*** AVAILABLE DATA Section Begins ***

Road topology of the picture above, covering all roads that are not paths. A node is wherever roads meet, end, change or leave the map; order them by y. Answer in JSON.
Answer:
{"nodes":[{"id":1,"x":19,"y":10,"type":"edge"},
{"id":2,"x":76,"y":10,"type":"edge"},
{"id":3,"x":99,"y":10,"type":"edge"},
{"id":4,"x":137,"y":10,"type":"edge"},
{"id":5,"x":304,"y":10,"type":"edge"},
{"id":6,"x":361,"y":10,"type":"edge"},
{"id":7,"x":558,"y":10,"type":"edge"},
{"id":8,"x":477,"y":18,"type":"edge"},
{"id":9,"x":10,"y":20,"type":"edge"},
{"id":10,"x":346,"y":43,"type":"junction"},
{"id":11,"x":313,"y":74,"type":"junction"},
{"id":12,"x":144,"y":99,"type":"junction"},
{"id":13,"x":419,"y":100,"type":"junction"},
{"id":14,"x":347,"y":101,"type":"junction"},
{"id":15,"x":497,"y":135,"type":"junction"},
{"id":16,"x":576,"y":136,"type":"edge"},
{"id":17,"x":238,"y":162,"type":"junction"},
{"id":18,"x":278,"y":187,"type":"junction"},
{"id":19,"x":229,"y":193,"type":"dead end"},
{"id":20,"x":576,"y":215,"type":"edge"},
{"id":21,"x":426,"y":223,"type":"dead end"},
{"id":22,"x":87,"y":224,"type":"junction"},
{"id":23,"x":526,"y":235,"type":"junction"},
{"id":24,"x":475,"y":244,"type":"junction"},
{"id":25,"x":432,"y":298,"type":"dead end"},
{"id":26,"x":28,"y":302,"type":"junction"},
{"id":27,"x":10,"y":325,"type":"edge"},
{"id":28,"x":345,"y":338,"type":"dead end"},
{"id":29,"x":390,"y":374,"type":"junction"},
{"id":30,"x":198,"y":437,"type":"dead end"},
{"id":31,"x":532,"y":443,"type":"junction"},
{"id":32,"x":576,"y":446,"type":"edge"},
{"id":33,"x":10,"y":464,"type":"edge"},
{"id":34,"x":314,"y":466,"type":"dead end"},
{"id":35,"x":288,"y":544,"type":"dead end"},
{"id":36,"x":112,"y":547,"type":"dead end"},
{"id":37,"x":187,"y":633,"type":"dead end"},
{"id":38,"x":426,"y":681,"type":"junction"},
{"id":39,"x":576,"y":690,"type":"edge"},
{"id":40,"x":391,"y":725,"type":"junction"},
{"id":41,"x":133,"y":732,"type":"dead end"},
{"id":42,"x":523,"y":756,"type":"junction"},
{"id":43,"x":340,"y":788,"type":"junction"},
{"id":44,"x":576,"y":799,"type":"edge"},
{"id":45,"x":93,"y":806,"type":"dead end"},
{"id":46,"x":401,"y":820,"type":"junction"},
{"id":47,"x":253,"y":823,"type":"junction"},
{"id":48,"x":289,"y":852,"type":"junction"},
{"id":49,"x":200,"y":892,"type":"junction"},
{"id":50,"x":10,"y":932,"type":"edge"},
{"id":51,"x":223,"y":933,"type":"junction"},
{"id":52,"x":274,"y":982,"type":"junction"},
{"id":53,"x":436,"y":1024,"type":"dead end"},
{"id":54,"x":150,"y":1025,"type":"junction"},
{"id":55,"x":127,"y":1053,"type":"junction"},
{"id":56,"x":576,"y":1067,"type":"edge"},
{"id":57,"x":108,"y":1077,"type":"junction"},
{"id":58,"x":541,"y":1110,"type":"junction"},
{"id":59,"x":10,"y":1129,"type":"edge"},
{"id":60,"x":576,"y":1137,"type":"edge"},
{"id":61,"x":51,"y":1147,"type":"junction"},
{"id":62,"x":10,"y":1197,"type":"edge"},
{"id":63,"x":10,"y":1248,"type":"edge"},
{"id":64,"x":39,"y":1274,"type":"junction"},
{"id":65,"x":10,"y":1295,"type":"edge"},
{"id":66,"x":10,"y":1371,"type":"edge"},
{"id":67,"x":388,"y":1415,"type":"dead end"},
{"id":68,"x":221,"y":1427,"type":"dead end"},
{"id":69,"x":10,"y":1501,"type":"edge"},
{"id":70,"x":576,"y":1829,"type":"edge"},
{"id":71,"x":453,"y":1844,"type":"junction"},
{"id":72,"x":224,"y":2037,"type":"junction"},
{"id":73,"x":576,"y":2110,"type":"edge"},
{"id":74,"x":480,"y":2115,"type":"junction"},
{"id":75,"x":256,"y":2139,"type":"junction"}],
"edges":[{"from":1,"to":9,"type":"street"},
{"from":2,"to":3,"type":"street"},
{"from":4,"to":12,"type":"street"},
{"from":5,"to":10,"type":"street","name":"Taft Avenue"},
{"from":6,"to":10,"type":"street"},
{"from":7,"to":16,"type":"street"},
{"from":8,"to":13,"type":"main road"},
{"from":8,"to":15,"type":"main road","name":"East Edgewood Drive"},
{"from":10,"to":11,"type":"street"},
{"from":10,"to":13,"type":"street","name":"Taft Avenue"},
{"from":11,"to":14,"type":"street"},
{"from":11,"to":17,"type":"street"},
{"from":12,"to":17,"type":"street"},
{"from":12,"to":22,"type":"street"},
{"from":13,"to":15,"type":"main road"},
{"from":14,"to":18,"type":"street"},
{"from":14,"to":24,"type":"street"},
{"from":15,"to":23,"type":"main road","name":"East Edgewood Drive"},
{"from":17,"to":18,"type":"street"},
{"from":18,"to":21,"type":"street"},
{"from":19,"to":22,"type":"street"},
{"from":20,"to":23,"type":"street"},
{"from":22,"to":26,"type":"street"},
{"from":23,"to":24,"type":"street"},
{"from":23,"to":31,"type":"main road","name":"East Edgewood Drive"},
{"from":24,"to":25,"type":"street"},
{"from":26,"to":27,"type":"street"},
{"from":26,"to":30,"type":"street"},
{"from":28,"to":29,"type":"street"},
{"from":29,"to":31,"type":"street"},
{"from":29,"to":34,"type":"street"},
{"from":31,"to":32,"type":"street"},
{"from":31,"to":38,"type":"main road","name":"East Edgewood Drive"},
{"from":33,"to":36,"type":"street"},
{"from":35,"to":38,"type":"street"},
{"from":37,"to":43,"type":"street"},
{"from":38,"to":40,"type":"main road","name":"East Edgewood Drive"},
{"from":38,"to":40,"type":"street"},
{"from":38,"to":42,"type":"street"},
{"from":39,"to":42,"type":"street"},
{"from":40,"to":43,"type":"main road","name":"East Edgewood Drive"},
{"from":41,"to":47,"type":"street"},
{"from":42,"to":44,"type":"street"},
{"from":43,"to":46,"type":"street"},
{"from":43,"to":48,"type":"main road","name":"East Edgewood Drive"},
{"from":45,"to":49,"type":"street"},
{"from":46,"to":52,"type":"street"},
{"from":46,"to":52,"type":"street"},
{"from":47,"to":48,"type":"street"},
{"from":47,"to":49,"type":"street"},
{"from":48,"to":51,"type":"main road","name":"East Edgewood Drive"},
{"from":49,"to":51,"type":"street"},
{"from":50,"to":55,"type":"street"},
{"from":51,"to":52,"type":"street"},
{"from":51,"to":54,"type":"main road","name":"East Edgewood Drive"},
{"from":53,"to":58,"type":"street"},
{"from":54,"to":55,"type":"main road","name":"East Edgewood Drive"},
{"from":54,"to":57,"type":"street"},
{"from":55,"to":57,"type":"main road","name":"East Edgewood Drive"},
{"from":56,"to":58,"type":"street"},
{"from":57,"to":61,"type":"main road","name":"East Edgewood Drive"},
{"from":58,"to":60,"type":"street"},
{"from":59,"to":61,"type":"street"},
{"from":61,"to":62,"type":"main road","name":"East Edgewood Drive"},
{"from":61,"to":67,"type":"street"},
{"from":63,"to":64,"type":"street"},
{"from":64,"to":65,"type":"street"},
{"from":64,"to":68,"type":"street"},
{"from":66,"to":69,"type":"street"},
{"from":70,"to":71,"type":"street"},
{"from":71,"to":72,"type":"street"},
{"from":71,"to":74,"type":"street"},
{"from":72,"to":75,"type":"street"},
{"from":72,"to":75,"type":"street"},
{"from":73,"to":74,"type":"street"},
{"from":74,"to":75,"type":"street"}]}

*** AVAILABLE DATA Section Ends ***

WORK TO COMPLETE: Count how many lines of the entries contain the word "Avenue"; only the number should appear in the reply.

EXERCISE SOLUTION: 2